Bir beton zemin üzerine dört demir ile saplanmış, otobüs bekleyen yolcuların yağmurdan korunması için demir bir tente ile üzeri kapatılan ve en tepede, bulunduğumuz şehrin ismi yazan otobüs duraklarından biriyim ben. Bizleri yani otobüs duraklarını gören herkes bizi böyle tarif etse de aslında bizler birçok hikâyeyi içinde barındıran yerlerden biriyiz. Belediyenin beni buraya kurduğu günden beri bazen komik, bazen ise en acı hikâyelere şahit olmuştum. Bazen iki genç sevgilinin ayrılışına hüzünlenirim, bazen iki küçük çocuk tarafından etrafıma yazılar yazılır bazen ise kazalara şahit olurum. Ama beni en çok kazalar etkilemektedir. Hele ki şu son bir yılda bir mahalle ötemde bulunan boş arsaya yaptırılan büyük iyileştirme merkezi; oraya gidip gelen hastaların anlattıkları, iç sesleri beni o kadar üzmektedir. Bütün demir parçalarım bu üzüntüden pas tutmuştur.
İşte gene üzülmeye başlayacağım, iyileştirme merkezine gitmek isteyen dört kişi otobüse binmek için bana doğru geliyorlar. Gelenlerden birisi görme engelli genç bir kız, ikincisi de genç bir kız ancak yüzü sarılı, üçüncü gelen aksıyor, en son gelenin ise bir kolu yok. Her birinin ayrı bir hikâyesi olduğu o kadar belli ki. Daha düne kadar sağlıklı bir yaşam sürerken şimdi bu durumlarını görmek beni çok üzmekte. İçlerinden ayağı aksayan adam, karşı tarafımda duran futbol sahasına o kadar hüzünlü bakıyordu ki. Bütün dikkatimi o adama verip içinden geçenleri dinlemeye başladım.

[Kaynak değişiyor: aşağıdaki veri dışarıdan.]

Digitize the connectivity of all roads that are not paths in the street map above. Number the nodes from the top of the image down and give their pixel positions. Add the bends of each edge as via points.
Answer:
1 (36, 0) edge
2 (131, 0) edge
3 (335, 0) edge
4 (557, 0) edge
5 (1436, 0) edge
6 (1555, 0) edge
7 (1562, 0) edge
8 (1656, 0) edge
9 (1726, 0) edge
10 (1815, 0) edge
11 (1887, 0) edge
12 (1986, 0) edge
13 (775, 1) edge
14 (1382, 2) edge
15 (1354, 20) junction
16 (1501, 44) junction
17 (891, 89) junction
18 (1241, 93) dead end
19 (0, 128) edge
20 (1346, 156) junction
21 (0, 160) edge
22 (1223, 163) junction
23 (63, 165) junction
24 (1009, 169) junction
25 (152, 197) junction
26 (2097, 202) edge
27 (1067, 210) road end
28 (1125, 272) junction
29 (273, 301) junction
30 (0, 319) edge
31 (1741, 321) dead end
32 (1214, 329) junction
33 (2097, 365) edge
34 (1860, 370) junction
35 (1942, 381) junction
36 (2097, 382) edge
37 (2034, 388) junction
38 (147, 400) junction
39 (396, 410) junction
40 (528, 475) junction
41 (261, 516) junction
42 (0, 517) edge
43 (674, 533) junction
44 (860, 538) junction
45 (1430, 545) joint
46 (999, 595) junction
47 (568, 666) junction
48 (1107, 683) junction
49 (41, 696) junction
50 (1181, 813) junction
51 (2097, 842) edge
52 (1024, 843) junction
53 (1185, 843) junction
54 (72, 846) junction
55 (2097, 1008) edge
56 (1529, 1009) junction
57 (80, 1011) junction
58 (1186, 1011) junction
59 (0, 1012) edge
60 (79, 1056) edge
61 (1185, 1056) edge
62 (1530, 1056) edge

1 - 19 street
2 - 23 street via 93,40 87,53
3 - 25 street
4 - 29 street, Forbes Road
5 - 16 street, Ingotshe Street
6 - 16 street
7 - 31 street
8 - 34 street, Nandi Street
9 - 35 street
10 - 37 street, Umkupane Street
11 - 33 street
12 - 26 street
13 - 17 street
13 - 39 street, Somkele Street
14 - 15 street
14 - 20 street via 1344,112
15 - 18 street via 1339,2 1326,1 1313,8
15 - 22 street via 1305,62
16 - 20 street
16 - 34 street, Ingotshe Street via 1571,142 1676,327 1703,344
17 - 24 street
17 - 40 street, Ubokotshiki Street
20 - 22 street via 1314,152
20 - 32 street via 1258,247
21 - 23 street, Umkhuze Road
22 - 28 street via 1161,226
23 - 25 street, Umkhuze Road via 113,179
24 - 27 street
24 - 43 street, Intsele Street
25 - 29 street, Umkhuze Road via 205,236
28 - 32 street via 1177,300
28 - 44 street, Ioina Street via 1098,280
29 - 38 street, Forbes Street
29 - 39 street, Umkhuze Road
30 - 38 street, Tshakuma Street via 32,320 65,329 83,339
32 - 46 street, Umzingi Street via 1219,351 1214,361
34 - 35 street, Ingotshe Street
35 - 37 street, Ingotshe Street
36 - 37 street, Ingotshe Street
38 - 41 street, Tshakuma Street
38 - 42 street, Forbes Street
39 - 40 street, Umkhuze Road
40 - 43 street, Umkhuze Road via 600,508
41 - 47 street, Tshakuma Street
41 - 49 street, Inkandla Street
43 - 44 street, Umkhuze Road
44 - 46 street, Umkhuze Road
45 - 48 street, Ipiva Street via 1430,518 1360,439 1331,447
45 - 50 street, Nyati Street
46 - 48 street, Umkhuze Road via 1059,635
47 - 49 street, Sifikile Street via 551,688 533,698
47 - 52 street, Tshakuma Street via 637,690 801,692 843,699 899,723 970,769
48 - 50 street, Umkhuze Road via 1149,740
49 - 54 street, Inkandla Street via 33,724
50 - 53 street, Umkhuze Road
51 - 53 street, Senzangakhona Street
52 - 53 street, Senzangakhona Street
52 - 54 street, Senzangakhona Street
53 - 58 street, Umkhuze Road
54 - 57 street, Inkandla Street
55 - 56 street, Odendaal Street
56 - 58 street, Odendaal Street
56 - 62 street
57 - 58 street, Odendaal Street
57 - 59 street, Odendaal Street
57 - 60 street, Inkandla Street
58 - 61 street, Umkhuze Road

Bir daha futbol oynayamayacağım.
Keşke o gece içkili bir durumda iken motosiklete binmeseydim, diyordu.
Dikkatimi adama verdiğim sırada yüzü sarılı kızın düşüncelerine takılmıştım. Elindeki cep telefonundan fotoğraflarına bakıp derin bir iç geçirerek "Bir daha hiçbir zaman eskisi kadar güzel olamayacağım," diyordu. Bir işi yaparken ustasına bırakmak yerine düşüncesizlik edip nasıl da hararet yapan arabanın su bidonunu açmıştım, diyerek telefonundaki fotoğrafı kapatıp, başını önüne eğip otobüsü beklemeye başladı.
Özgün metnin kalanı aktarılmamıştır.